レベッカは俺のことを努力してた、凄いと言ってくれるけど、レベッカの方がよほど見えない努力を重ねてきたと思う。
「リュカ、お願いします。お母さんを助けて欲しい……お願い!」
「もちろん全力を尽くす。……でもそれでダメだったら本当にごめん。絶対とは言えないから。神力行使は魔法でできる範囲のことしかできなくて、俺が普通の人と違うのはヒールをずっと一人でかけ続けられるってことだけだから」
「……分かってる。それでもお願いしたい。可能性があるなら」
瞳に涙を浮かべながら覚悟を決めた表情で頷いたレベッカを見て、俺は緊張を感じながらもそれを表に出さずに頷いた。
――絶対に成功させたいな。
「さっそくレベッカの家に行こう。妹さんは別の場所にいてもらうことはできる?」
「お隣のおばさんに預けられるよ」
「じゃあ妹さんにはそこにいてもらって、お母さんはどうしようか。寝てる間にヒールが終わればいいんだけど」
病気の治癒はその病気の程度にかなり左右されるけど、基本的には数時間の連続ヒールで治ると聞いたことがある。
数時間なら運が良ければ目が覚めないだろうけど……家に知らない人がいてさらには自分に魔法を掛けてて、その上で目が覚めないってことはないよな。
「母親のことはあまり気にしなくても大丈夫よ。

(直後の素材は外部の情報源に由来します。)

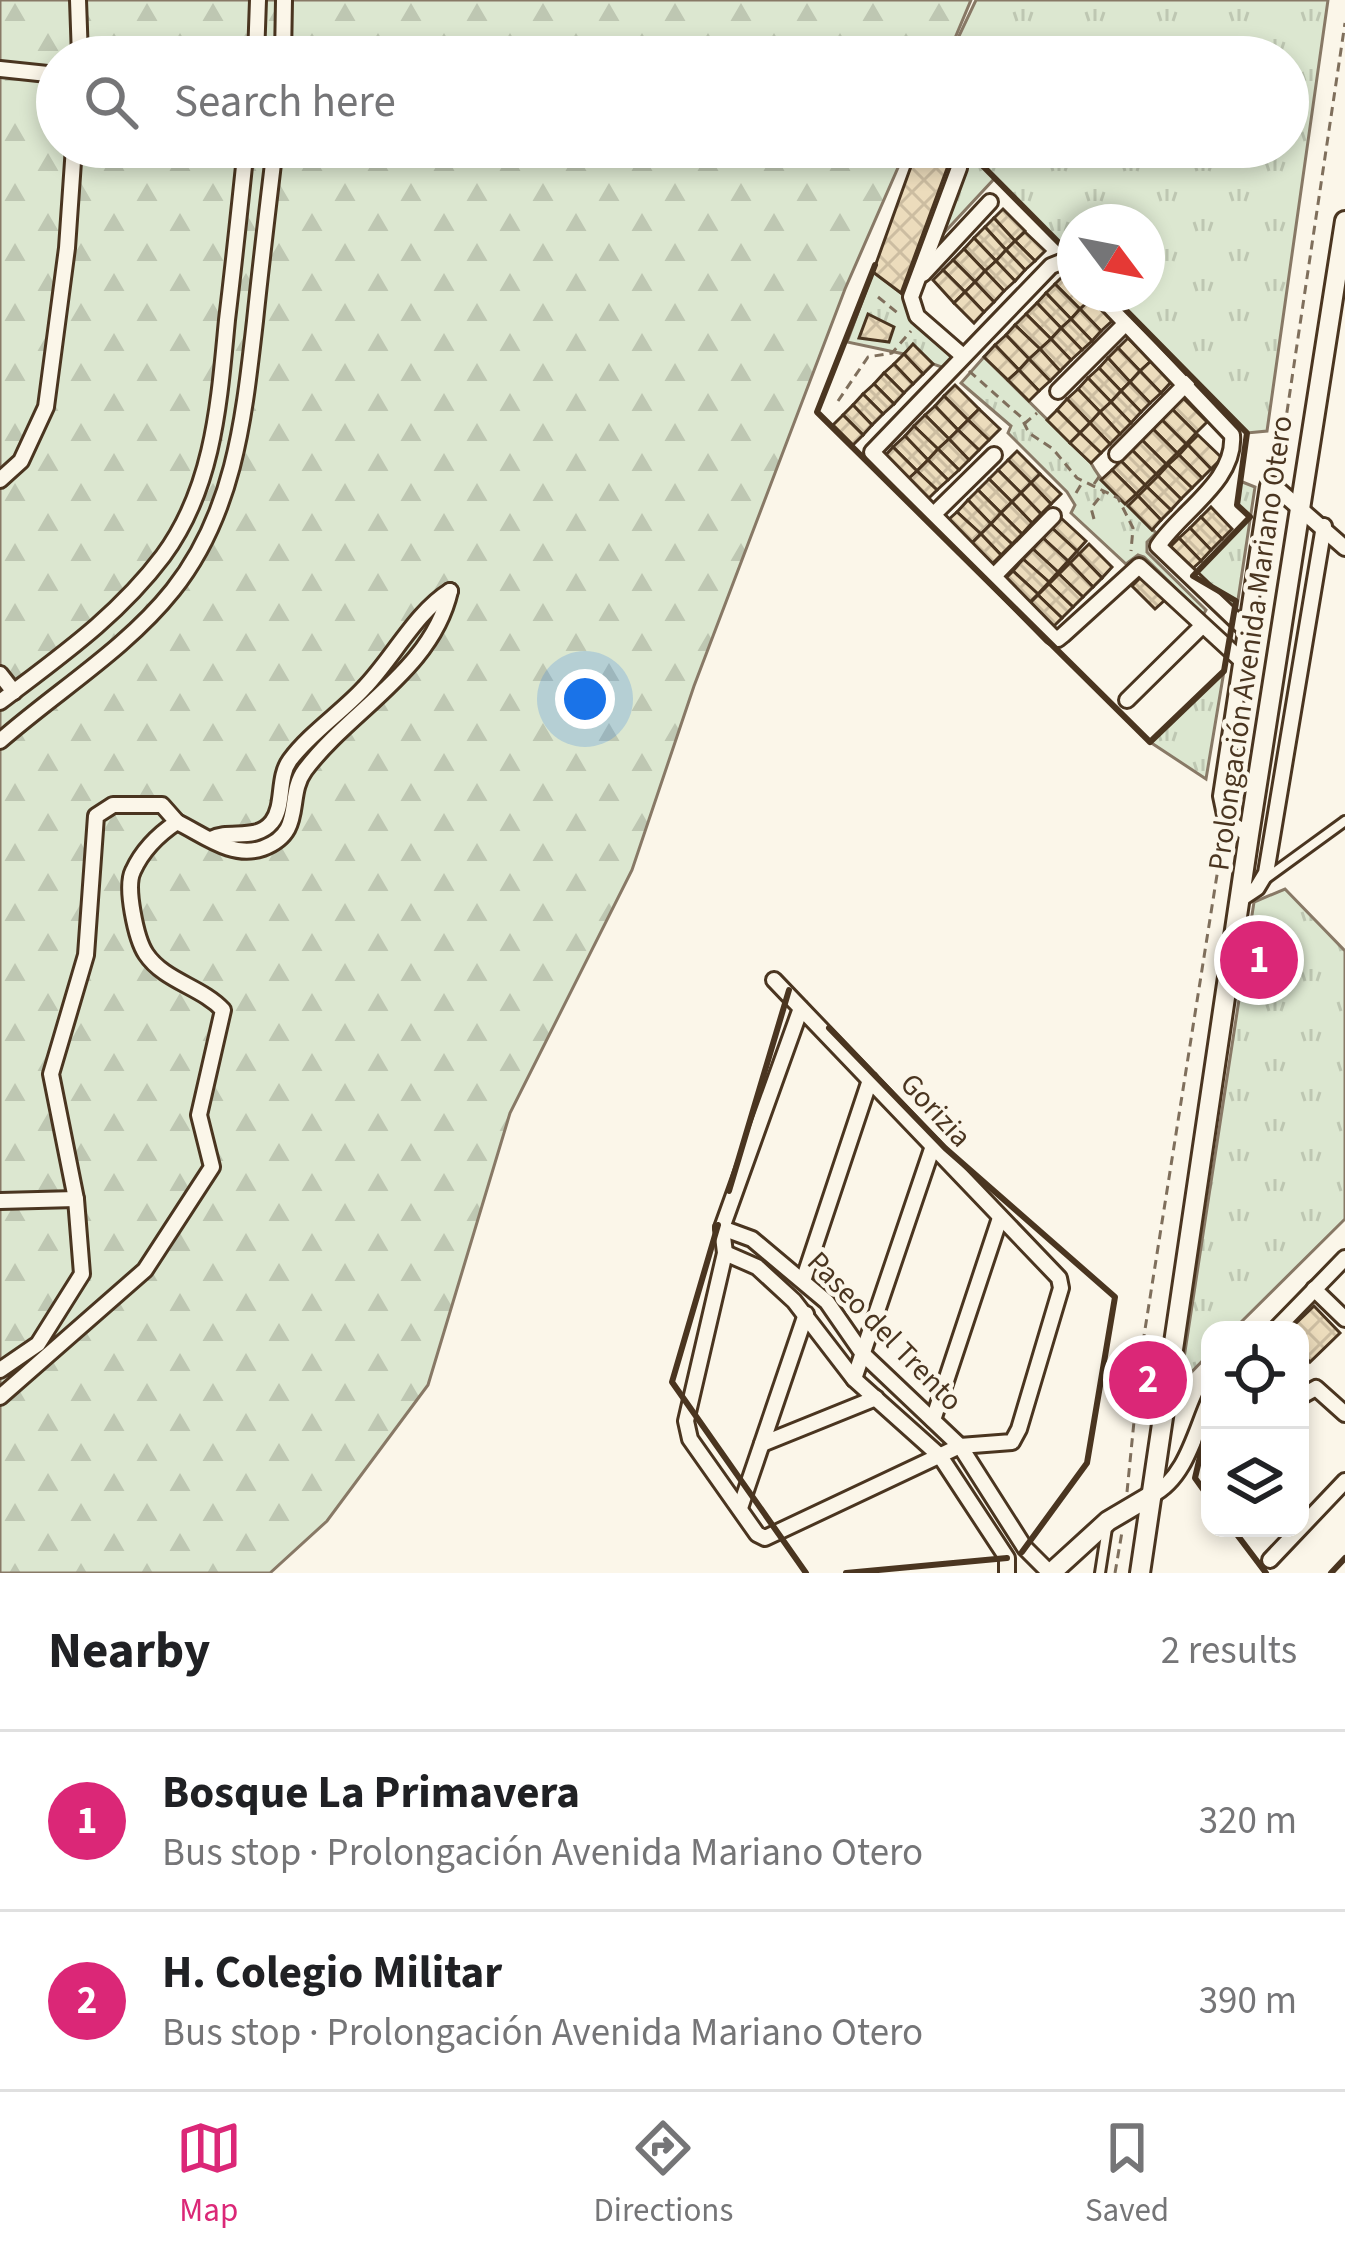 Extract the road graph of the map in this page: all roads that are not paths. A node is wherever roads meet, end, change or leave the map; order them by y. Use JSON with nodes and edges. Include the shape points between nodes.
{"nodes":[{"id":1,"x":78,"y":0,"type":"edge"},
{"id":2,"x":258,"y":0,"type":"edge"},
{"id":3,"x":284,"y":0,"type":"edge"},
{"id":4,"x":79,"y":36,"type":"edge"},
{"id":5,"x":257,"y":36,"type":"edge"},
{"id":6,"x":284,"y":36,"type":"edge"},
{"id":7,"x":0,"y":69,"type":"edge"},
{"id":8,"x":36,"y":73,"type":"edge"},
{"id":9,"x":73,"y":168,"type":"edge"},
{"id":10,"x":244,"y":168,"type":"edge"},
{"id":11,"x":272,"y":168,"type":"edge"},
{"id":12,"x":958,"y":168,"type":"dead end"},
{"id":13,"x":990,"y":202,"type":"dead end"},
{"id":14,"x":1345,"y":221,"type":"edge"},
{"id":15,"x":1057,"y":264,"type":"edge"},
{"id":16,"x":915,"y":282,"type":"junction"},
{"id":17,"x":1116,"y":312,"type":"edge"},
{"id":18,"x":1126,"y":322,"type":"junction"},
{"id":19,"x":961,"y":359,"type":"junction"},
{"id":20,"x":1186,"y":383,"type":"junction"},
{"id":21,"x":1058,"y":391,"type":"dead end"},
{"id":22,"x":1117,"y":454,"type":"dead end"},
{"id":23,"x":994,"y":455,"type":"dead end"},
{"id":24,"x":0,"y":480,"type":"edge"},
{"id":25,"x":1299,"y":505,"type":"junction"},
{"id":26,"x":933,"y":515,"type":"junction"},
{"id":27,"x":1053,"y":516,"type":"dead end"},
{"id":28,"x":1324,"y":526,"type":"junction"},
{"id":29,"x":1345,"y":548,"type":"edge"},
{"id":30,"x":994,"y":576,"type":"junction"},
{"id":31,"x":1202,"y":626,"type":"junction"},
{"id":32,"x":1246,"y":630,"type":"junction"},
{"id":33,"x":1241,"y":660,"type":"junction"},
{"id":34,"x":0,"y":674,"type":"edge"},
{"id":35,"x":14,"y":692,"type":"junction"},
{"id":36,"x":1126,"y":700,"type":"dead end"},
{"id":37,"x":0,"y":702,"type":"edge"},
{"id":38,"x":0,"y":741,"type":"edge"},
{"id":39,"x":1345,"y":821,"type":"edge"},
{"id":40,"x":177,"y":822,"type":"junction"},
{"id":41,"x":1249,"y":835,"type":"junction"},
{"id":42,"x":211,"y":839,"type":"junction"},
{"id":43,"x":1262,"y":881,"type":"junction"},
{"id":44,"x":1242,"y":898,"type":"junction"},
{"id":45,"x":774,"y":980,"type":"dead end"},
{"id":46,"x":801,"y":1008,"type":"junction"},
{"id":47,"x":870,"y":1080,"type":"junction"},
{"id":48,"x":933,"y":1146,"type":"junction"},
{"id":49,"x":76,"y":1198,"type":"junction"},
{"id":50,"x":0,"y":1202,"type":"edge"},
{"id":51,"x":1000,"y":1218,"type":"junction"},
{"id":52,"x":722,"y":1228,"type":"junction"},
{"id":53,"x":725,"y":1253,"type":"junction"},
{"id":54,"x":1342,"y":1268,"type":"edge"},
{"id":55,"x":803,"y":1281,"type":"junction"},
{"id":56,"x":1314,"y":1289,"type":"junction"},
{"id":57,"x":806,"y":1314,"type":"junction"},
{"id":58,"x":1345,"y":1319,"type":"edge"},
{"id":59,"x":1284,"y":1321,"type":"edge"},
{"id":60,"x":863,"y":1354,"type":"junction"},
{"id":61,"x":0,"y":1370,"type":"edge"},
{"id":62,"x":854,"y":1379,"type":"junction"},
{"id":63,"x":1309,"y":1392,"type":"edge"},
{"id":64,"x":0,"y":1396,"type":"edge"},
{"id":65,"x":876,"y":1398,"type":"junction"},
{"id":66,"x":1345,"y":1414,"type":"edge"},
{"id":67,"x":933,"y":1420,"type":"junction"},
{"id":68,"x":1201,"y":1420,"type":"edge"},
{"id":69,"x":762,"y":1444,"type":"junction"},
{"id":70,"x":960,"y":1446,"type":"junction"},
{"id":71,"x":940,"y":1456,"type":"junction"},
{"id":72,"x":1345,"y":1480,"type":"edge"},
{"id":73,"x":1152,"y":1495,"type":"junction"},
{"id":74,"x":740,"y":1508,"type":"junction"},
{"id":75,"x":1108,"y":1521,"type":"junction"},
{"id":76,"x":1025,"y":1548,"type":"junction"},
{"id":77,"x":1270,"y":1561,"type":"dead end"},
{"id":78,"x":1007,"y":1566,"type":"edge"},
{"id":79,"x":1051,"y":1573,"type":"edge"},
{"id":80,"x":1100,"y":1573,"type":"edge"},
{"id":81,"x":1140,"y":1573,"type":"edge"}],
"edges":[{"from":1,"to":4,"type":"street"},
{"from":2,"to":5,"type":"street"},
{"from":3,"to":6,"type":"street"},
{"from":7,"to":8,"type":"street"},
{"from":9,"to":24,"type":"street","via":[[46,407],[22,461]]},
{"from":10,"to":35,"type":"street","via":[[217,418],[188,515],[109,618]]},
{"from":11,"to":38,"type":"street","via":[[242,428],[208,532],[146,621]]},
{"from":12,"to":16,"type":"street"},
{"from":13,"to":16,"type":"street"},
{"from":14,"to":25,"type":"street","name":"Prolongación Avenida Mariano Otero"},
{"from":15,"to":19,"type":"street"},
{"from":16,"to":19,"type":"street","via":[[917,316]]},
{"from":17,"to":18,"type":"street"},
{"from":18,"to":20,"type":"street"},
{"from":18,"to":21,"type":"street"},
{"from":19,"to":26,"type":"street","via":[[872,452]]},
{"from":20,"to":22,"type":"street"},
{"from":20,"to":32,"type":"street","via":[[1232,435],[1233,451],[1158,546]]},
{"from":23,"to":26,"type":"street"},
{"from":25,"to":28,"type":"street"},
{"from":25,"to":32,"type":"street","via":[[1273,485],[1266,489]]},
{"from":25,"to":41,"type":"street","name":"Prolongación Avenida Mariano Otero"},
{"from":26,"to":30,"type":"street"},
{"from":27,"to":30,"type":"street"},
{"from":28,"to":29,"type":"street"},
{"from":28,"to":43,"type":"street"},
{"from":30,"to":31,"type":"street","via":[[1058,639],[1138,566]]},
{"from":31,"to":33,"type":"street"},
{"from":31,"to":36,"type":"street"},
{"from":32,"to":33,"type":"street"},
{"from":33,"to":41,"type":"street","via":[[1221,796],[1226,820]]},
{"from":34,"to":35,"type":"street"},
{"from":35,"to":37,"type":"street"},
{"from":39,"to":43,"type":"lane"},
{"from":40,"to":42,"type":"street"},
{"from":40,"to":49,"type":"street","via":[[162,805],[144,802],[95,816],[86,955],[51,1074]]},
{"from":40,"to":64,"type":"street","via":[[130,874],[134,922],[146,956],[223,1010],[199,1115],[212,1167],[145,1270]]},
{"from":41,"to":44,"type":"street","name":"Prolongación Avenida Mariano Otero"},
{"from":42,"to":42,"type":"street","via":[[250,850],[286,831],[304,772],[412,662],[445,614],[450,591],[430,603],[374,677],[290,760],[272,821],[259,832]]},
{"from":43,"to":44,"type":"street"},
{"from":44,"to":73,"type":"street","name":"Prolongación Avenida Mariano Otero"},
{"from":45,"to":46,"type":"street","name":"Gorizia"},
{"from":46,"to":47,"type":"street","name":"Gorizia"},
{"from":46,"to":52,"type":"street"},
{"from":47,"to":48,"type":"street","name":"Gorizia"},
{"from":47,"to":55,"type":"street"},
{"from":48,"to":51,"type":"street","name":"Gorizia"},
{"from":48,"to":60,"type":"street"},
{"from":49,"to":50,"type":"street"},
{"from":49,"to":61,"type":"street","via":[[82,1274],[38,1344]]},
{"from":51,"to":67,"type":"street"},
{"from":51,"to":70,"type":"street","name":"Gorizia","via":[[1061,1288],[1012,1442]]},
{"from":52,"to":53,"type":"street"},
{"from":52,"to":55,"type":"street","name":"Paseo del Trento","via":[[752,1239]]},
{"from":53,"to":57,"type":"street","name":"Paseo del Trento","via":[[757,1267]]},
{"from":53,"to":74,"type":"street","via":[[686,1421]]},
{"from":54,"to":56,"type":"street"},
{"from":55,"to":60,"type":"street","name":"Paseo del Trento"},
{"from":56,"to":58,"type":"street"},
{"from":56,"to":59,"type":"street"},
{"from":57,"to":62,"type":"street","name":"Paseo del Trento"},
{"from":57,"to":69,"type":"street"},
{"from":60,"to":62,"type":"street"},
{"from":60,"to":67,"type":"street","name":"Paseo del Trento"},
{"from":62,"to":65,"type":"street","name":"Paseo del Trento"},
{"from":63,"to":66,"type":"street","via":[[1316,1388]]},
{"from":65,"to":69,"type":"street"},
{"from":65,"to":71,"type":"street","name":"Paseo del Trento"},
{"from":67,"to":70,"type":"street","name":"Paseo del Trento"},
{"from":68,"to":73,"type":"street","via":[[1178,1472]]},
{"from":69,"to":74,"type":"street"},
{"from":70,"to":71,"type":"street"},
{"from":70,"to":76,"type":"street","name":"Paseo del Trento"},
{"from":71,"to":74,"type":"street","via":[[772,1538],[757,1534]]},
{"from":71,"to":78,"type":"street","name":"Paseo del Trento"},
{"from":72,"to":77,"type":"street"},
{"from":73,"to":75,"type":"street"},
{"from":73,"to":81,"type":"street","name":"Prolongación Avenida Mariano Otero"},
{"from":75,"to":79,"type":"street"},
{"from":75,"to":80,"type":"lane"},
{"from":76,"to":78,"type":"street"},
{"from":76,"to":79,"type":"street","name":"Paseo del Trento"}]}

病気の治癒をされている間は体の変化が大きくて、基本的には目が覚めないから」
「そうなんですか? それなら安心です」
セレミース様の一言で問題は解決し、ホッと安堵の息をついた。これでもう解決すべき問題はないな。
「じゃあ宿に戻って、すぐレベッカの家に行こう」
「うん。リュカ……よろしくね」
俺はレベッカの手を取って、また神域干渉を発動させた。